Mo Farah's former coach Alberto Salazar has been banned from athletics for four years for multiple anti-doping violations, the United States Anti-Doping Agency (USADA) has said.

American Salazar, 61, was sanctioned along with endocrinologist Jeffrey Brown for "orchestrating and facilitating prohibited doping conduct" while working with the Nike Oregon Project (NOP), USADA said.

Salazar's violations included "administration of a prohibited method", tampering or attempted tampering with athletes' doping control processes and trafficking or attempted trafficking of testosterone.

The NOP was home to four-time Olympic champion Sir Mo from 2011 to 2017.

USADA chief executive officer Travis T Tygart: "The athletes in these cases found the courage to speak out and ultimately exposed the truth.

"While acting in connection with the Nike Oregon Project, Mr Salazar and Dr Brown demonstrated that winning was more important than the health and wellbeing of the athletes they were sworn to protect."

Brown was found to have tampered with records, administered an "over-limit" infusion and to have been complicit in Salazar's trafficking of testosterone.

Salazar said he was 'shocked' by the ban

Salazar moved into coaching after a successful distance running career in which he thrice won the New York Marathon and claimed victory once in the Boston Marathon in the early 1980s. 

Salazar, in a statement, said "I am shocked by the outcome today.  Throughout this six-year investigation my athletes and I have endured unjust, unethical and highly damaging treatment from USADA.

"This is demonstrated by the misleading statement released by Travis Tygart (USADA chief executive officer) stating that we put winning ahead of athlete safety.

"This is completely false and contrary to the findings of the arbitrators, who even wrote about the care I took in complying with the World Anti-Doping code.

"The panel notes that the respondent does not appear to have been motivated by any bad intention to commit the violations the panel found.
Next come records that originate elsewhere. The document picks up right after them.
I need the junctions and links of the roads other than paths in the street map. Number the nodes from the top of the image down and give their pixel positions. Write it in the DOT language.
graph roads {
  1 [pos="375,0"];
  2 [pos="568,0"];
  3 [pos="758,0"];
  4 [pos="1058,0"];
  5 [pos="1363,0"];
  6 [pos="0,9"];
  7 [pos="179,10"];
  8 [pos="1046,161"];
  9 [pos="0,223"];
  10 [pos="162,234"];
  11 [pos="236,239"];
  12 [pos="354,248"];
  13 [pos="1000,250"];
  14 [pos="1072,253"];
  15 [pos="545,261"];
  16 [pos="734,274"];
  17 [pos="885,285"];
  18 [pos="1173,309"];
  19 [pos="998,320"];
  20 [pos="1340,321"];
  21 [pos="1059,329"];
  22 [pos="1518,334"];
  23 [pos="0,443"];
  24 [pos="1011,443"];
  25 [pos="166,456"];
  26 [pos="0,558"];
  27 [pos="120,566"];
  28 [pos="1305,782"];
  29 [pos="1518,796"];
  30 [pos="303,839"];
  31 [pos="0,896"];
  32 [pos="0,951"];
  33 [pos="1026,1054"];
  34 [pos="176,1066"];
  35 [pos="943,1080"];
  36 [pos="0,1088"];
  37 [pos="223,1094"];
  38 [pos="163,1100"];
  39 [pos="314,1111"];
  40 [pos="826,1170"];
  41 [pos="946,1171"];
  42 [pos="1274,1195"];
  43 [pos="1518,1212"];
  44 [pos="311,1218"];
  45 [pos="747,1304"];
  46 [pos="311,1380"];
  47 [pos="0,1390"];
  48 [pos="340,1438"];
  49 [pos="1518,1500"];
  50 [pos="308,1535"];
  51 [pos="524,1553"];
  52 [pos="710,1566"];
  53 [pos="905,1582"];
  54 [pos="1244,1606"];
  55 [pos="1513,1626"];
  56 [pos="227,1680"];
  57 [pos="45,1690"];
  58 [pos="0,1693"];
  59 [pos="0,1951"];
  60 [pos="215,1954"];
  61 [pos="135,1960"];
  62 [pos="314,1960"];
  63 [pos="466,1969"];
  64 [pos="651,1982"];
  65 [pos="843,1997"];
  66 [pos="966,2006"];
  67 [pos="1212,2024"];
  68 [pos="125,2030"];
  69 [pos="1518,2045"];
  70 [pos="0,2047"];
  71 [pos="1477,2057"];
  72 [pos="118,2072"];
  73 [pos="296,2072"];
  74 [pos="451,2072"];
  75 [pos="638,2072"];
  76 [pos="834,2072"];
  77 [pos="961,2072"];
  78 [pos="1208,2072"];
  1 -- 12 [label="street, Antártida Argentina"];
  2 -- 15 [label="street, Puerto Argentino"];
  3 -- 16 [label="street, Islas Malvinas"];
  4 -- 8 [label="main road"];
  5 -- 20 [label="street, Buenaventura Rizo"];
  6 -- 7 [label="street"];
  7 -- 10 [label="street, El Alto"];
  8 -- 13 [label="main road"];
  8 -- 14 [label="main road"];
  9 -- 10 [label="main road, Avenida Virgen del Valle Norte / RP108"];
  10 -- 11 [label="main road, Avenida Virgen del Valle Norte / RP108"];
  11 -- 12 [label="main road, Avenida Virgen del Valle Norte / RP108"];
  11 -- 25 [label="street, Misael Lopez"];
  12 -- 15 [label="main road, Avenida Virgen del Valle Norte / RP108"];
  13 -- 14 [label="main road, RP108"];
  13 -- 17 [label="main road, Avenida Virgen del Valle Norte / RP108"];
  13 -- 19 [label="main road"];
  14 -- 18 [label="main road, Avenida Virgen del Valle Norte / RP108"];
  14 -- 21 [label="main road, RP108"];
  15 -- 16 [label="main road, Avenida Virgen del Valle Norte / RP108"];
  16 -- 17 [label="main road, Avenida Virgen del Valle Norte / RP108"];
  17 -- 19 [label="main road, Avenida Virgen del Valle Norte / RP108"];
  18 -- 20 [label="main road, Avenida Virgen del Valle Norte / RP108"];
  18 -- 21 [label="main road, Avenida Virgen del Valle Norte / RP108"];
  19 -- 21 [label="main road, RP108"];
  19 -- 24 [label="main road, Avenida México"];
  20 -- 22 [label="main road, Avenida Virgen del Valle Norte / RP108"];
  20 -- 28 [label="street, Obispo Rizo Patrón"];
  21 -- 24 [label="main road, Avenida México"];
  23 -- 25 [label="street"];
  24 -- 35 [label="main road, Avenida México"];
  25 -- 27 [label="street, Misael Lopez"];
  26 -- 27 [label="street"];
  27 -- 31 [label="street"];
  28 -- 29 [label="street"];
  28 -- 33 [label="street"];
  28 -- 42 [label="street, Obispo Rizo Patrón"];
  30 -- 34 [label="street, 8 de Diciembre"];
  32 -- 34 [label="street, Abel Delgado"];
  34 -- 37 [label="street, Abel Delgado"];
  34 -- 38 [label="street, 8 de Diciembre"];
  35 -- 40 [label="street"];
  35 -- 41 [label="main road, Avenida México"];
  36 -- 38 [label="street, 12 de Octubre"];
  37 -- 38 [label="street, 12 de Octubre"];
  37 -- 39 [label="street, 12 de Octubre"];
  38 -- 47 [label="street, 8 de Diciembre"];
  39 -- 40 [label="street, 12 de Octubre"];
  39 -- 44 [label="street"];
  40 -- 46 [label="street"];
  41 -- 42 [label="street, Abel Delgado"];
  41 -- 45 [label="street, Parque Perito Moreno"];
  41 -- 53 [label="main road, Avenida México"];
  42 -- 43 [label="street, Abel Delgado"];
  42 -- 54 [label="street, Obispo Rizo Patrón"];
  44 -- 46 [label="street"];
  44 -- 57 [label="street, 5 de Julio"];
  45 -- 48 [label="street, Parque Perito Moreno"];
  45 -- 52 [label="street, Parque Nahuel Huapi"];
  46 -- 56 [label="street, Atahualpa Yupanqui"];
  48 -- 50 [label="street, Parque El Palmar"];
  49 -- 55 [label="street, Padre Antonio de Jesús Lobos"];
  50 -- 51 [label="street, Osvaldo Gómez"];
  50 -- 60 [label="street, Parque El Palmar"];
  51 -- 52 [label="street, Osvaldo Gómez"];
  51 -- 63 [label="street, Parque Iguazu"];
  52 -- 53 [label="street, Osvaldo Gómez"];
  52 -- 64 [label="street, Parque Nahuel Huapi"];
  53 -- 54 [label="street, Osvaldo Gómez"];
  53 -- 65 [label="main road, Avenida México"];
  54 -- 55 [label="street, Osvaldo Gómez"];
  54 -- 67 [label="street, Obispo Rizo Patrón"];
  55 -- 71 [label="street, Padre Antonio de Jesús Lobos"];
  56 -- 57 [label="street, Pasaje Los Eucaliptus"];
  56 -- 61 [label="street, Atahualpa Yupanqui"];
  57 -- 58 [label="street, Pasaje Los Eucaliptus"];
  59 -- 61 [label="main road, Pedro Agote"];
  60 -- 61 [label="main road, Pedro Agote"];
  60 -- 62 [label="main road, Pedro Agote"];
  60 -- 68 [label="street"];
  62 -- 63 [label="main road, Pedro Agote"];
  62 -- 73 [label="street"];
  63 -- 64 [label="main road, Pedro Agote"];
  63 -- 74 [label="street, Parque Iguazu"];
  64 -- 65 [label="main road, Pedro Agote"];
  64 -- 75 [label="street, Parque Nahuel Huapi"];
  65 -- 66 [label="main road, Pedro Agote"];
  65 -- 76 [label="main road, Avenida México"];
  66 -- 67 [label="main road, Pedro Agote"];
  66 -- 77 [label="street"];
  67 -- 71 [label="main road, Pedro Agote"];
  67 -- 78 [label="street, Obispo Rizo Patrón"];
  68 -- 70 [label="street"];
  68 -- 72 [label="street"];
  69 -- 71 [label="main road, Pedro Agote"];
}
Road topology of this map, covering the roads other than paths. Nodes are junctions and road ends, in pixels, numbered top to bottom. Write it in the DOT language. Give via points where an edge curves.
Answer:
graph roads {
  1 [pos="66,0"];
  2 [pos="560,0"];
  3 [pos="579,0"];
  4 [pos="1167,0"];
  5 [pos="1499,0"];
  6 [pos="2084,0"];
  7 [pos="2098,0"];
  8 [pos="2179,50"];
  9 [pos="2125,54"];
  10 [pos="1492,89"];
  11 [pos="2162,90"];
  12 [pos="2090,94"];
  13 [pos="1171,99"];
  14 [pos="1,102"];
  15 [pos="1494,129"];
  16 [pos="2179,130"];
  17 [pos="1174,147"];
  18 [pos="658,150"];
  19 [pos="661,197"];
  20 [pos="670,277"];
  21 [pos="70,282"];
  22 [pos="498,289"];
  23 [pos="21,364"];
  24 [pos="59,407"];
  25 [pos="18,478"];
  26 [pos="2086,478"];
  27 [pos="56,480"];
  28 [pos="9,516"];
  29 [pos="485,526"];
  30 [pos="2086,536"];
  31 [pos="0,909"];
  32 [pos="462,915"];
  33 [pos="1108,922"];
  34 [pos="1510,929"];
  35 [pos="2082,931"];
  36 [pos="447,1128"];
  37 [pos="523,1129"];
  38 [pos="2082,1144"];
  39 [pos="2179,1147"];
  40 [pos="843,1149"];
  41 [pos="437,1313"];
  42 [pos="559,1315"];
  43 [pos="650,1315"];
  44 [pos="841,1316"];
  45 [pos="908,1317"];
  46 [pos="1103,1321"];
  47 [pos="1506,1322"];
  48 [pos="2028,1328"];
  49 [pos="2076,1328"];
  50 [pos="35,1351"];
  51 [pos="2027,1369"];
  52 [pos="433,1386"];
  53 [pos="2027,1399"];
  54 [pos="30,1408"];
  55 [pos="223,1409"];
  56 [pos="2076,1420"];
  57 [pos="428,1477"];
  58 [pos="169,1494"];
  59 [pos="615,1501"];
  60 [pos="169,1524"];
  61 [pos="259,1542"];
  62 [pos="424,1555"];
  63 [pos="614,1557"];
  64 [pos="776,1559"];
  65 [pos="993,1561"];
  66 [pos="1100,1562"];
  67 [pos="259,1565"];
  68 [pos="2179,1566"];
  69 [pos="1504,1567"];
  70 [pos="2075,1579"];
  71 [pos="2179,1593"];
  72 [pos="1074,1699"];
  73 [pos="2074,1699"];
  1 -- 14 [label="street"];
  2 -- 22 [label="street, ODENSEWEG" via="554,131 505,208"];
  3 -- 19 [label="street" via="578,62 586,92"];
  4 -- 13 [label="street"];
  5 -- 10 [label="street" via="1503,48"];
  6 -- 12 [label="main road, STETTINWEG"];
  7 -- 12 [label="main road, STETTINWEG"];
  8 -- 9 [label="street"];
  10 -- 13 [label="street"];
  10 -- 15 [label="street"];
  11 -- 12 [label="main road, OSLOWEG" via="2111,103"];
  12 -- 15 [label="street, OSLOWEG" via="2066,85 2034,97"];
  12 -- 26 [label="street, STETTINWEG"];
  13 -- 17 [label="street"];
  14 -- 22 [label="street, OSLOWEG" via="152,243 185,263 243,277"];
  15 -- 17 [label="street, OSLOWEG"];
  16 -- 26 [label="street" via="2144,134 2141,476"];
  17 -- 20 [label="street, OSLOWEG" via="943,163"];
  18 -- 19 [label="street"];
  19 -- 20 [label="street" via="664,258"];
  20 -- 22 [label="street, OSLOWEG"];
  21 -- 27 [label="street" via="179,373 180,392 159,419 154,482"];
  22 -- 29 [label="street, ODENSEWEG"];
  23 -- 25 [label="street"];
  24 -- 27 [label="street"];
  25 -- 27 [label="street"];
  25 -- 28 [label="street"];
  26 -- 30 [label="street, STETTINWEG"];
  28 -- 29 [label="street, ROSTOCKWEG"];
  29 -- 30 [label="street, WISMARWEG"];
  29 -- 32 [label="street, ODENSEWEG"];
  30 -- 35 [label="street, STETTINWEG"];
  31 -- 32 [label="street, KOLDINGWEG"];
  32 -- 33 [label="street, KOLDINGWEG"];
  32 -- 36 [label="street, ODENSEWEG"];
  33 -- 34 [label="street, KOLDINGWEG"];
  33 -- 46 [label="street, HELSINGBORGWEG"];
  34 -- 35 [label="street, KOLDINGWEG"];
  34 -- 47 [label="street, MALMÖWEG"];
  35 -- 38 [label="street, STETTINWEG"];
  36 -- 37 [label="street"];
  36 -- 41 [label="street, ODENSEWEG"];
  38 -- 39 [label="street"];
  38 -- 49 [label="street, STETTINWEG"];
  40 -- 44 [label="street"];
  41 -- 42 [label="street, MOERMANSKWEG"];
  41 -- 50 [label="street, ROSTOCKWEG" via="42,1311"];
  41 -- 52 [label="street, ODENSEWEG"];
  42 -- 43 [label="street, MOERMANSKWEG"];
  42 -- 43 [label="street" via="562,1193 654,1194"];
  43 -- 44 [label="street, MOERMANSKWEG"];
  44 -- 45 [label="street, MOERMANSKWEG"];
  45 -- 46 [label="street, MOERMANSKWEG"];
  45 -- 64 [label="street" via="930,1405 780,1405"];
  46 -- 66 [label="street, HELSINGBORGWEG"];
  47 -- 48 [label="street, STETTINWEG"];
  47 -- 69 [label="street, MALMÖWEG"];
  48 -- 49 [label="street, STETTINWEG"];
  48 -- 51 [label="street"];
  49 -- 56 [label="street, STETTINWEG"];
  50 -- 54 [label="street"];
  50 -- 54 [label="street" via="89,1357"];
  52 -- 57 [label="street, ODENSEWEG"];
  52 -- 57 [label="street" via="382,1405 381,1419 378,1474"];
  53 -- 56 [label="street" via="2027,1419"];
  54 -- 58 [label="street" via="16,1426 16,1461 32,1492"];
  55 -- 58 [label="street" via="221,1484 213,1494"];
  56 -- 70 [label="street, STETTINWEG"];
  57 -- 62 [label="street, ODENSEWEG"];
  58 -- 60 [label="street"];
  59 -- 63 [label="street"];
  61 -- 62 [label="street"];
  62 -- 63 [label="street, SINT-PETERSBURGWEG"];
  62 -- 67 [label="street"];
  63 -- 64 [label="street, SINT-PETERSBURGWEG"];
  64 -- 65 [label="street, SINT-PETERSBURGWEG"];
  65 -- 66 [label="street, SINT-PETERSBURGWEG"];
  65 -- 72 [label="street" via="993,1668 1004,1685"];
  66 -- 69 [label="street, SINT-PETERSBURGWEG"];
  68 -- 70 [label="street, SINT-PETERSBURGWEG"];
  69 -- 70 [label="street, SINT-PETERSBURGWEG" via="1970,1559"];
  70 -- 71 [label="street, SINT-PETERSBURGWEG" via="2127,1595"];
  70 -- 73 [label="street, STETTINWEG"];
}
"In fact, the panel was struck by the amount of care generally taken by respondent to ensure that whatever new technique or method or substance he was going to try was lawful under the World Anti-Doping Code, with USADA's witness characterising him as the coach they heard from the most with respect to trying to ensure that he was complying with his obligations."

Salazar has since had his world championship accreditation removed by the US Track and Field federation (USATF) after being banned for four years for doping violations.

"USATF has taken the steps necessary to have Mr. Salazar's IAAF World Championships accreditation deactivated," the federation said in a statement.